That Court also refused them leave to appeal to the Supreme Court.
Accused 1 and 3 were equally unsuccessful in their petitions to the
Chief Justice, but this Court granted accused 2 leave to appeal to
it. The present appeal is therefore in consequence of the leave to
appeal so granted accused 2.
The facts are
tolerably straightforward:
On 9 December 2001, two Zimbawean nationals, Archibald Matangi and
Morgan Matangi (father and son in reverse order) set about what
turned out to be an ill-fated journey to Zimbabwe, commencing the
trip from Soweto Township in Katutura. The journey was to take them
by taxi from Soweto to Klein Windhoek and thence to Gobabis en
route
to Zimbabwe. They made it to Klein Windhoek alright and there were
offered a lift to Gobabis by accused 1 who was in a Volks Wagen (VW)
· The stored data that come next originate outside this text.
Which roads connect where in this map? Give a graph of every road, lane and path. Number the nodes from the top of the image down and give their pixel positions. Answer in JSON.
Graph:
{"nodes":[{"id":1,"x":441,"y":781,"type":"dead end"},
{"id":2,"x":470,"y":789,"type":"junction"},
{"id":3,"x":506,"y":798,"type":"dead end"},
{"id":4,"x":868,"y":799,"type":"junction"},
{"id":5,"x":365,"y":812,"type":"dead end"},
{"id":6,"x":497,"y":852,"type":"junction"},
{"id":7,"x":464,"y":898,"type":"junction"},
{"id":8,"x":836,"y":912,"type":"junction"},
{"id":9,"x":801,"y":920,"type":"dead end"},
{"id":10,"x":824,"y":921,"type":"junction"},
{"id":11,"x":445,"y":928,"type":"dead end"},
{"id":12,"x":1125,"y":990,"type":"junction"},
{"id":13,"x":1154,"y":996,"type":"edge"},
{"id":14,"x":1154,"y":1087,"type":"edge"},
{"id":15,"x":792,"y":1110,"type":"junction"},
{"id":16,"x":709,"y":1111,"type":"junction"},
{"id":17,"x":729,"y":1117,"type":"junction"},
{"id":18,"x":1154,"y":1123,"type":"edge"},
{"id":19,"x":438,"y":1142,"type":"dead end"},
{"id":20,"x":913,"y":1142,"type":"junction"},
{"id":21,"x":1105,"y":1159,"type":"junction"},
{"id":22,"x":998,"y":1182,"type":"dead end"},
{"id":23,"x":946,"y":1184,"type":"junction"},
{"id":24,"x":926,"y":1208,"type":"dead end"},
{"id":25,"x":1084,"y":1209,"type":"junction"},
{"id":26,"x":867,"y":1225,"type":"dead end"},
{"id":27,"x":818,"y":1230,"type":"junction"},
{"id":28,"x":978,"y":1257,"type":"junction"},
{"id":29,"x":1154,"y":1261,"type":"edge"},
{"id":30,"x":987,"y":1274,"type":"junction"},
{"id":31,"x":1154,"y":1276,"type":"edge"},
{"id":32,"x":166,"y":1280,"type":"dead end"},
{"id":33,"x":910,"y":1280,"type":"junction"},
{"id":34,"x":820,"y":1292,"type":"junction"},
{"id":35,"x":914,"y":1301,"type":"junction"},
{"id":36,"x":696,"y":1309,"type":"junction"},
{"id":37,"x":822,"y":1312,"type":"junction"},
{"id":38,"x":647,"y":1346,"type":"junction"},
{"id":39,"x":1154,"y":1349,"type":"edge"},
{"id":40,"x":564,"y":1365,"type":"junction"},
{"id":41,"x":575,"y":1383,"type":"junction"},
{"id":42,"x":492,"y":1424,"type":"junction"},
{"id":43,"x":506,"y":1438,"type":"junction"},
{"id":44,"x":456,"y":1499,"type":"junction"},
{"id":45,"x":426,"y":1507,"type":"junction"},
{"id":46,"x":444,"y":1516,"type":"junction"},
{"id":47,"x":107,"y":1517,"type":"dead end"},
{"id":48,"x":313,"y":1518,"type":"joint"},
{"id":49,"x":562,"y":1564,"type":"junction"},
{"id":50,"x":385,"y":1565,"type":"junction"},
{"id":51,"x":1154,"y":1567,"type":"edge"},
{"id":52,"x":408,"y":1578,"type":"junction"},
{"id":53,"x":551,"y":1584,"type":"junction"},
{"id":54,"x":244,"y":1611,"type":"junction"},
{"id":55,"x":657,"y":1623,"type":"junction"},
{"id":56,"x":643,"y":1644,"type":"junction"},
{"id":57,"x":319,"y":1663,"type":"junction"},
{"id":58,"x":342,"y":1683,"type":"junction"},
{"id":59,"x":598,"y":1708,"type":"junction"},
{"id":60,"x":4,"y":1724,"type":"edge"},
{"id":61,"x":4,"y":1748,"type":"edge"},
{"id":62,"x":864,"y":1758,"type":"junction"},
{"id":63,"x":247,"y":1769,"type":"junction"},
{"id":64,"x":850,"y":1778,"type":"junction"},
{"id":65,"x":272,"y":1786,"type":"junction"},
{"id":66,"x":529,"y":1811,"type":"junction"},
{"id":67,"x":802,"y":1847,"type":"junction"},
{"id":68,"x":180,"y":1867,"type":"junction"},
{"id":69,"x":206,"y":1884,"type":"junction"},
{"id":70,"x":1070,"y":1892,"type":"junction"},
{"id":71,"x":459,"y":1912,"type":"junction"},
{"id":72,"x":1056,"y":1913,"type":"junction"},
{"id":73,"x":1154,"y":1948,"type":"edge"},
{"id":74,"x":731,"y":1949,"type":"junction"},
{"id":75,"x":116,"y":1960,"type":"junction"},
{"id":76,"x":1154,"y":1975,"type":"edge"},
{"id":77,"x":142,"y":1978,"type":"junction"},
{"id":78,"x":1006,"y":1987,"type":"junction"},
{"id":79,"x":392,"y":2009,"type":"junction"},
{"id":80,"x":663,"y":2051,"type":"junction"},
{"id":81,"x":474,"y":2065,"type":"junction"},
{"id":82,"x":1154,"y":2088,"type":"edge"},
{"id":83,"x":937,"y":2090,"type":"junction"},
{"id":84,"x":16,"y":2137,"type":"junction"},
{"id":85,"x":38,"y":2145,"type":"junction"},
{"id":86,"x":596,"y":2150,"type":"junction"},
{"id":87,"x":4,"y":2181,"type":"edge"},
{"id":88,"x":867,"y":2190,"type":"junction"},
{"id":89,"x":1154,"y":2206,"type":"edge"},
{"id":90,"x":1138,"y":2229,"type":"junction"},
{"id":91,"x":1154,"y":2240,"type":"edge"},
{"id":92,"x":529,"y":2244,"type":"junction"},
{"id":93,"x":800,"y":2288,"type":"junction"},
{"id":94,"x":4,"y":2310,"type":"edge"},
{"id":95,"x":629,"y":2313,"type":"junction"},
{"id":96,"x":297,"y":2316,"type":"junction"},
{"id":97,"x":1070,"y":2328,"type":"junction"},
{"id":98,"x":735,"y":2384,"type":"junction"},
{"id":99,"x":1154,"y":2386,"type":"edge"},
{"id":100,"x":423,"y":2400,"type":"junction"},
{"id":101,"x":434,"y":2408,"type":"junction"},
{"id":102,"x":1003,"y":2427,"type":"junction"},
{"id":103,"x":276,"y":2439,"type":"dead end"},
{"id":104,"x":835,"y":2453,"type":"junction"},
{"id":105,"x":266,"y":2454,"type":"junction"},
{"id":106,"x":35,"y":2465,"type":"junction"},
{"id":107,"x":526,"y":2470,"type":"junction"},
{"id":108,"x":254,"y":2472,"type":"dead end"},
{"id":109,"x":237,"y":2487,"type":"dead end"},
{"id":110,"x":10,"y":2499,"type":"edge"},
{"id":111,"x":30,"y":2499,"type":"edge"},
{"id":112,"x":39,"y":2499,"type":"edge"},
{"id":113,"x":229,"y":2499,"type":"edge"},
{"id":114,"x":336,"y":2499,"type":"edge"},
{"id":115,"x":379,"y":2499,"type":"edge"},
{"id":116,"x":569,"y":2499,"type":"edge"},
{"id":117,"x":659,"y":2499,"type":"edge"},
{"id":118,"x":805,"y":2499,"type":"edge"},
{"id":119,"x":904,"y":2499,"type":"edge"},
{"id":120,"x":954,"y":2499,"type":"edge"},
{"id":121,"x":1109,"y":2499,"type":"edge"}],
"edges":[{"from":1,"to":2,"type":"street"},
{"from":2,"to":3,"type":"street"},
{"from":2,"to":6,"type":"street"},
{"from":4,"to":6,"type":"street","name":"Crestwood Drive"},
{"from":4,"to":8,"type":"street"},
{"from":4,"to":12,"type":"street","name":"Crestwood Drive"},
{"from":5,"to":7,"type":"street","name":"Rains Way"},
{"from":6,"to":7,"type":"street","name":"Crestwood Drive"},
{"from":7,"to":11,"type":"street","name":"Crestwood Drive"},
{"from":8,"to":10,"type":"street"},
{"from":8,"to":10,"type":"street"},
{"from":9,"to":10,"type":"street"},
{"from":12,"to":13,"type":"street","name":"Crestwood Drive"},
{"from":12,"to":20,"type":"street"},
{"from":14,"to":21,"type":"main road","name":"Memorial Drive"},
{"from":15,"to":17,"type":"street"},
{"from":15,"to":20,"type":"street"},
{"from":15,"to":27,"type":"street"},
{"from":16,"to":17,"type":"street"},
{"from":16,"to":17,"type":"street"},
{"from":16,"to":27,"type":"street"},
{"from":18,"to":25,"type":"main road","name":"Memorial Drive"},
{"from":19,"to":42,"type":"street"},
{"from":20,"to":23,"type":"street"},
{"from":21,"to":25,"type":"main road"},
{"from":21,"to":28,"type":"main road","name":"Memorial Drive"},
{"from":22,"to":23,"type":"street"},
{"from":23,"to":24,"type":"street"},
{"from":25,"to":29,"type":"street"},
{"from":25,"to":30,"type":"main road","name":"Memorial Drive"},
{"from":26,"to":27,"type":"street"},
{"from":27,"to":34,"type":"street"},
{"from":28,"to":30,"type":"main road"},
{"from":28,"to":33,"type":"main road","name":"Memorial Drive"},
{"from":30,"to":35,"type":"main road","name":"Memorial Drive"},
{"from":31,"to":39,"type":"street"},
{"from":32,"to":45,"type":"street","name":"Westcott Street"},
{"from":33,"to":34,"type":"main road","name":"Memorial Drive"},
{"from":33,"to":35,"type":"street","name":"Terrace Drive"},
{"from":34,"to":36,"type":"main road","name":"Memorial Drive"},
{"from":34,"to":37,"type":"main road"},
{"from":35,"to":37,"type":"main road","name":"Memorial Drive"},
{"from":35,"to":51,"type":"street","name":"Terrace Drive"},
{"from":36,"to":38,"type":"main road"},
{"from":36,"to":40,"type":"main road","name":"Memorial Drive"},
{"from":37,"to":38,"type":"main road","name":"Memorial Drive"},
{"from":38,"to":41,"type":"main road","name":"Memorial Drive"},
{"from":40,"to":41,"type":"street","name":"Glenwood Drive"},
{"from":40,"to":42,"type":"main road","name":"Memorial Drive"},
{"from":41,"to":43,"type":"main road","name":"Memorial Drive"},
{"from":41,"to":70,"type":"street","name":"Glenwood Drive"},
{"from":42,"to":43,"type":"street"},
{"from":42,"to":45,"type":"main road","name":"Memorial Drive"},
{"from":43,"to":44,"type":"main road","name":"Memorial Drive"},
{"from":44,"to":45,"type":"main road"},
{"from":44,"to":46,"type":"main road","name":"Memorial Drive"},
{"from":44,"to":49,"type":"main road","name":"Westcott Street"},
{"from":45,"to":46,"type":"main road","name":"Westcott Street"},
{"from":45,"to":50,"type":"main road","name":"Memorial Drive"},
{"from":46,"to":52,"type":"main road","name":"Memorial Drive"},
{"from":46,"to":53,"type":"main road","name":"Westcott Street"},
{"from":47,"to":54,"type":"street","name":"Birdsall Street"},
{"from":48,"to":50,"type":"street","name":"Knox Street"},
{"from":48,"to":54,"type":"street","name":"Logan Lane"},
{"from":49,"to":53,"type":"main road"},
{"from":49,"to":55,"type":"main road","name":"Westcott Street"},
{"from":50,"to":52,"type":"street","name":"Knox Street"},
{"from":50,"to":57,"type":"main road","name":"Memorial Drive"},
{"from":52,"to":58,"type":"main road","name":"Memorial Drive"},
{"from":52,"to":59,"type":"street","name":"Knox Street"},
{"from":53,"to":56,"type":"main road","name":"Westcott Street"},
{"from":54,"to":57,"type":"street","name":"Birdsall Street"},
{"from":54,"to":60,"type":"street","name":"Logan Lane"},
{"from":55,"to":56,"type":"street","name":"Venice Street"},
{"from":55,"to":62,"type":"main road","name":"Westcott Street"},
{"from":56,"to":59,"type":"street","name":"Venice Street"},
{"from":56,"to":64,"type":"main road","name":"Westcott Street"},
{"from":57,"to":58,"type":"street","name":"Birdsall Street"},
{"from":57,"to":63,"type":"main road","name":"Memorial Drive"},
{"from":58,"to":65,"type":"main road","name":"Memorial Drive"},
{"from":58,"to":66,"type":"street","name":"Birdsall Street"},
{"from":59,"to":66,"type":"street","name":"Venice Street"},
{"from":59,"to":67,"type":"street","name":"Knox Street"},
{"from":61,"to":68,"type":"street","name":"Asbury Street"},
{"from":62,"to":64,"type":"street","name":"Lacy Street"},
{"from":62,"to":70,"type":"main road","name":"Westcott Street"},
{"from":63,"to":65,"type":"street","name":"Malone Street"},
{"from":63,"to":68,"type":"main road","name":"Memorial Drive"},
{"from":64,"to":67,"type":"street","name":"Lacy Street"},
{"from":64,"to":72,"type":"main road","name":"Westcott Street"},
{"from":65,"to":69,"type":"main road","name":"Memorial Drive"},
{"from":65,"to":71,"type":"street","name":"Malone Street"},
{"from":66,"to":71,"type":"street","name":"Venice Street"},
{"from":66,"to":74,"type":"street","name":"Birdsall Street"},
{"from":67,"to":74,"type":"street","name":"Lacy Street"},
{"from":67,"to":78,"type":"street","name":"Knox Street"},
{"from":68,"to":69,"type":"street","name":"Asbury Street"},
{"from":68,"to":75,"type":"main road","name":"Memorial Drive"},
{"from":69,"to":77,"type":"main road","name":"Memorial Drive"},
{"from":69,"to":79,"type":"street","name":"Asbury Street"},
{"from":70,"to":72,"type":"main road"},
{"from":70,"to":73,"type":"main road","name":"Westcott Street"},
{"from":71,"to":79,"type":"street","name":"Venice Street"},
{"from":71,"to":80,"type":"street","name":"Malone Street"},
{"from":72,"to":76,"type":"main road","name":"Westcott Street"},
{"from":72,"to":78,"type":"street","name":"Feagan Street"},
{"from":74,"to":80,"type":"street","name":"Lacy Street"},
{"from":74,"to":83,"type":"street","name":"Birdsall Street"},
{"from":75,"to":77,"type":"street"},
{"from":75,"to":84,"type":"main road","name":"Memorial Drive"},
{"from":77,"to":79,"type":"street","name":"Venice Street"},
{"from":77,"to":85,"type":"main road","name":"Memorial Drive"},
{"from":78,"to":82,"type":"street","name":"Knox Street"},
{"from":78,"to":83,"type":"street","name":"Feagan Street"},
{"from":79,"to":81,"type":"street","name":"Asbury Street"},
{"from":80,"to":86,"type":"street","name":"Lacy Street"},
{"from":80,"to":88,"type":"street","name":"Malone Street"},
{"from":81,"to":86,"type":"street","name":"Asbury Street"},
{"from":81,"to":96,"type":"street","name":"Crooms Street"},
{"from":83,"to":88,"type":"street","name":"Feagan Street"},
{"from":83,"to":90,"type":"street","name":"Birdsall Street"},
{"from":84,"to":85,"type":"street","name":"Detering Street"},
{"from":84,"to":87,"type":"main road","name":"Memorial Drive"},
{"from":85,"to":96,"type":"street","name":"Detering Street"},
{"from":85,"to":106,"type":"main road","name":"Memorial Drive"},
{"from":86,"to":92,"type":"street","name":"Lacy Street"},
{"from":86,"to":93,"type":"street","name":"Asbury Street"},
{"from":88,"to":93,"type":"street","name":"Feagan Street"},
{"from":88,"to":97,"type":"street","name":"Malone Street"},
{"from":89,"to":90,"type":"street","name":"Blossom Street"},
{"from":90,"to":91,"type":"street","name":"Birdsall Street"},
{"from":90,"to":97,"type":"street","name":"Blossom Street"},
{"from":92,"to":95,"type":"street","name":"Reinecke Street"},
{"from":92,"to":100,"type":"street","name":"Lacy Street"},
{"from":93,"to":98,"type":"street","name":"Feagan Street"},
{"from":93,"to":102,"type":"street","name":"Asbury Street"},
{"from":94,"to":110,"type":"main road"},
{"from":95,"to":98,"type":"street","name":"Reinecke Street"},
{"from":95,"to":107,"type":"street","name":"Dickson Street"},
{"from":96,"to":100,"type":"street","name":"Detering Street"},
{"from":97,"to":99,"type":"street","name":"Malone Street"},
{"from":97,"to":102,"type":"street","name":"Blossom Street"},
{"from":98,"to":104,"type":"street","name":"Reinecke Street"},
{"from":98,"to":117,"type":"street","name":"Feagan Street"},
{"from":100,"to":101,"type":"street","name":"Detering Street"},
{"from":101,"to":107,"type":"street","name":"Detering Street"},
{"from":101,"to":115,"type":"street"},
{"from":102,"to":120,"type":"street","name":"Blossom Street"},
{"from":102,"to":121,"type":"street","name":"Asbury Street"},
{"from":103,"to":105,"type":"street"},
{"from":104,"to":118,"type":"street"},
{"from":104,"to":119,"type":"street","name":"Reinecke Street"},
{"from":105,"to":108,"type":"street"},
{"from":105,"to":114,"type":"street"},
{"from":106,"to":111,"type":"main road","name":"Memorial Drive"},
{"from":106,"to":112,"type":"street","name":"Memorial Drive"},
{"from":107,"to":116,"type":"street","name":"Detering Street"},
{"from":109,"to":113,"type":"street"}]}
with accused 2 and 3. Accused 1 was the driver (and it appears
owner) of the VW. He offered to transport the two Matangis to
Gobabis for the fee of N$30 per person. The deal was struck and the
father and son boarded the VW. On the pretext of collecting more
fee-paying passengers in a bigger vehicle which had to be fetched in
Nubuamis, accused 1 drove in the general direction of Katutura.
Somewhere along the way, he parked the VW under a tree in the bush
as accused 3 said he needed to smoke dagga which he proceeded to
look for; first inside the VW and then, accompanied by accused 1, in
the boot of the VW. It was when these two accused persons went in
the direction of the VW’s boot that Archibald, suspicious of
their intentions, followed them. Accused 3 then removed a firearm
which was on the person of accused 1 and advanced with it towards
Archibald. In legitimate self-defence, Archibald pounced on accused
3 and in the process accused 3 lost control of the firearm which was
then grabbed by Morgan. Acting in concert, accused 1 and 3 later
dispossessed Morgan of the firearm and, having chased after him
about 150 meters from the VW , robbed Morgan of a substantial sum of
cash – in the process discharging the firearm with the
intention of frightening Morgan into submission. It is apparent
therefore, that the actual robbery (and the shooting) happened near
a road about 150 meters away from the VW in which accused 2 was
sleeping. Accused 3, having committed the robbery (using the
firearm belonging to accused 1), ran away leaving accused 1 and 2 at
the scene. It is common cause that accused 2 was asleep in the VW
when the robbery took place. Accused 2 then woke up and prevented
the Matangis from removing their bags which they had placed in the
boot when they boarded the VW in Klein Windhoek. Archibald somehow
managed to find his way to the Katutura police station where he
summoned the help of a police officer and returned to the scene with
the officer. It was at the scene of the crime that accused 1 and 2
were then arrested while they were still with Morgan. It appears
these two accused remained there as the vehicle was still there
after accused 3 ran away and the key to the VW had somehow
disappeared.
Both Matangis
testified at
the trial. Archibald testified that when they boarded the VW in
Klein Windhoek accused 2 was asleep and remained in that state until
after the robbery had been completed. That much is clear from the
following exchange between accused 2 and Archibald when the former
cross-examined the latter:
“Accused
2:
Now, what shows to you that I was half asleep?
Archibald:
You was just lying like somebody who is sleeping, closing your eyes.
Accused
2:
Just like I am sleeping?
Archibald:
Yes.
Accused
2:
Okay, now after you found me half asleep, did I then ever spoke
either to you or to my co-accused 1 and 3 here?
Archibald:
No.
Accused
2:
Now is that what you want to imply that one can decide while you are
sleeping?
Archibald:
When
accused 3 said he want to smoke ‘ganja’ you were asleep,
so it was me and my father and the accused no. 1 and accused no. 3.
Accused
2:
Now I further want you to tell this Court that from
the time you got into the VW up to the time where you were robbed of
your items, now were I sleeping all he time?
Archibald:
Yes.
Accused
2:
Now
is there anything which can link me to this offence up to the time
that you came there regarding this offence?
Archibald:
No.”
(My
underlining for emphasis)
Morgan who
corroborated Archibald’s account of the conduct of accused 1
and 3 in the robbery
also corroborated Archibald to the extent that accused 2 was asleep
at all material times. Morgan testified as follows in his evidence
in-chief:
“They
said no we want to go and leave this one there, I
think it’s the second accused, they want to drop him because he
is drunk and they want to drop him there.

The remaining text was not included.